At Sunday Service when Pastor said,
“And Mary could find no room in the Inn
to rock her baby to sleep,” I wasn’t thinking
about that Mary; I was thinking about
Mad Mary, whose baby needed no
rocking because it was born asleep.And when he said, “So she laid him in a
manger,” I thought about Papa’s tool shed
behind the kitchen, where Mary had wandered
to in the deep black of night, her belly big
to bursting, like an overripe calabash,
and how as the rain pelted and the sky’s bowels rumbled

she leaned rigid against the zinc shutters,
her skirt pulled up to her waist, her legs wide apart,
the juice from her overripe calabash streaming from her
crotch, and how as the white tongues of lightning
broke their curse the calabash broke open and gushed,
and she had screamed, arched her back in pain, and tore

off her panties, repeating the 23rd Psalm so rapidly
that even as I watched her through slats of zinc
I could see her blood boiling hot beneath her skin,
her voice evaporating, the fumes escaping through
her pores, dancing before her eyes, and going up
as sweet incense to Jehovah.
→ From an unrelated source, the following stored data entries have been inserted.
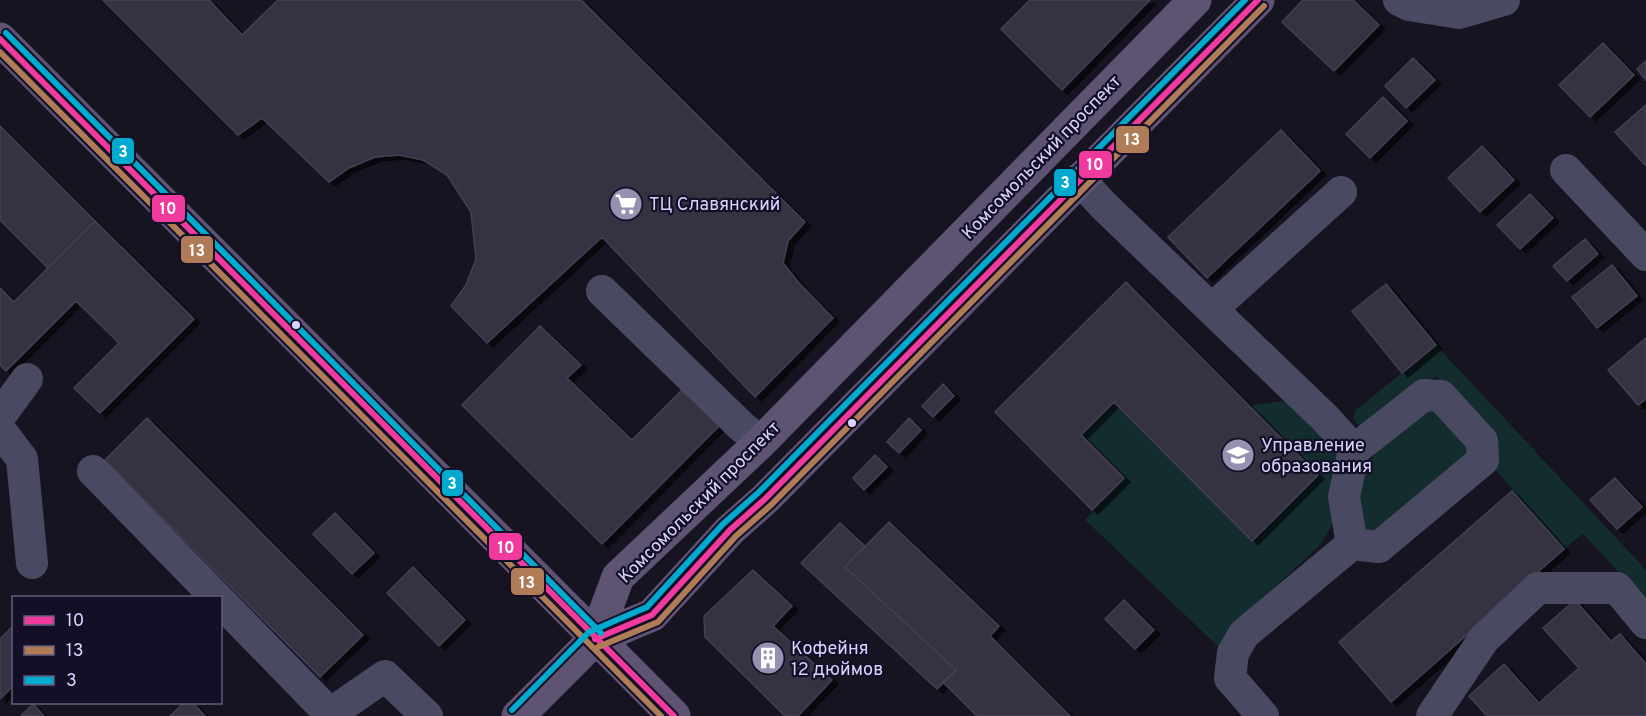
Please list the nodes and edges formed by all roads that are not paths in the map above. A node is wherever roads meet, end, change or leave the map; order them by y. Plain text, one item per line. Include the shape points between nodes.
1 (1195, 0) edge
2 (1258, 0) edge
3 (1399, 0) edge
4 (1504, 0) edge
5 (0, 39) edge
6 (1566, 170) dead end
7 (1079, 179) junction
8 (1341, 192) dead end
9 (1646, 255) edge
10 (603, 291) dead end
11 (1212, 309) junction
12 (27, 379) dead end
13 (0, 416) edge
14 (0, 430) edge
15 (761, 442) junction
16 (1354, 450) junction
17 (93, 471) dead end
18 (1352, 544) junction
19 (32, 563) dead end
20 (216, 596) edge
21 (222, 603) edge
22 (1646, 623) edge
23 (596, 639) junction
24 (427, 716) edge
25 (518, 716) edge
26 (674, 716) edge
27 (1263, 716) edge
28 (1432, 716) edge

1 - 15 main road, Комсомольский проспект
2 - 7 main road
3 - 4 street via 1459,13
5 - 23 main road
6 - 9 street
7 - 11 street
7 - 23 main road via 730,530 652,615
8 - 11 street
10 - 15 street
11 - 16 street
12 - 13 street
14 - 19 street via 22,459
15 - 23 main road, Комсомольский проспект via 618,577
16 - 18 street via 1344,497
16 - 18 street via 1424,395 1441,396 1482,441 1483,460 1379,547
17 - 20 street
18 - 27 street via 1244,634 1233,653 1230,678
21 - 24 street via 330,714 385,676
22 - 28 street via 1617,588 1538,588 1484,639
23 - 25 main road
23 - 26 main road

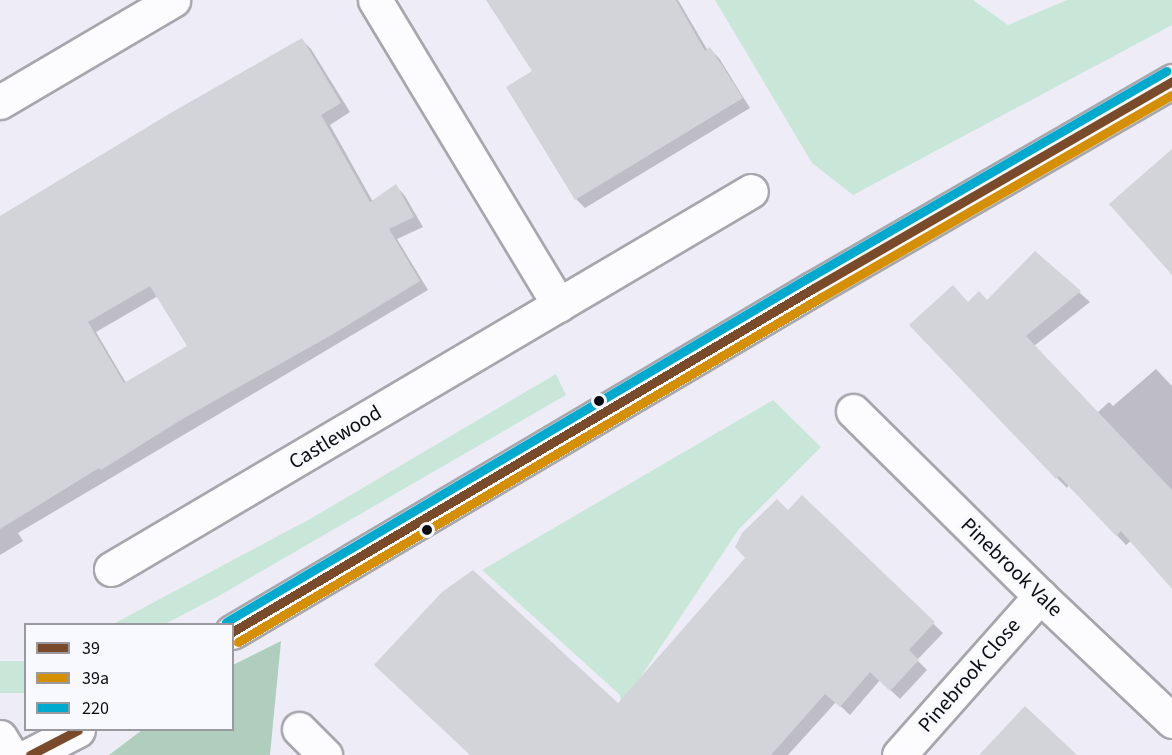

And when the baby

finally came its skin was the purplish black of the
poisoned calabash. But Mary had hugged and kissed it.
And it didn’t cry. And I remembered when Pastor
said, “And the Innkeeper said there was no room,”
and I wondered if Mary had come here to have her baby
because Brother Desmond and everyone else had told her


the same thing, and I thought about all the people of
Bellgate who shooed her from their doorsteps like
a stray dog, the school boys who felt her up behind walls,
then stoned her, Brother Desmond who tied her to the
breadfruit tree then beat her with rope soaked in urine so
she wouldn’t leave the yard. And Pastor had said that

The Virgin’s baby was born of Immaculate Conception,
since she carried the seed of Jehovah, her Father in heaven.
So after service that day I remember I had asked him
if Mad Mary’s baby was born of Immaculate Conception,
too, since everybody in Bellgate said she carried the seed
of her father, Brother Desmond, a deacon in church. But Pastor

had grown stern and rebuked me, a mild rebuke, and said
that business was for grownups, not children. And I
remember his eyes had looked far away and his face became
stone—his prayer face, and he said: “Is God will why dat
child die, you hear.” And I was satisfied, because I remembered
Aunt Pearl saying Brother Desmond had said the same thing.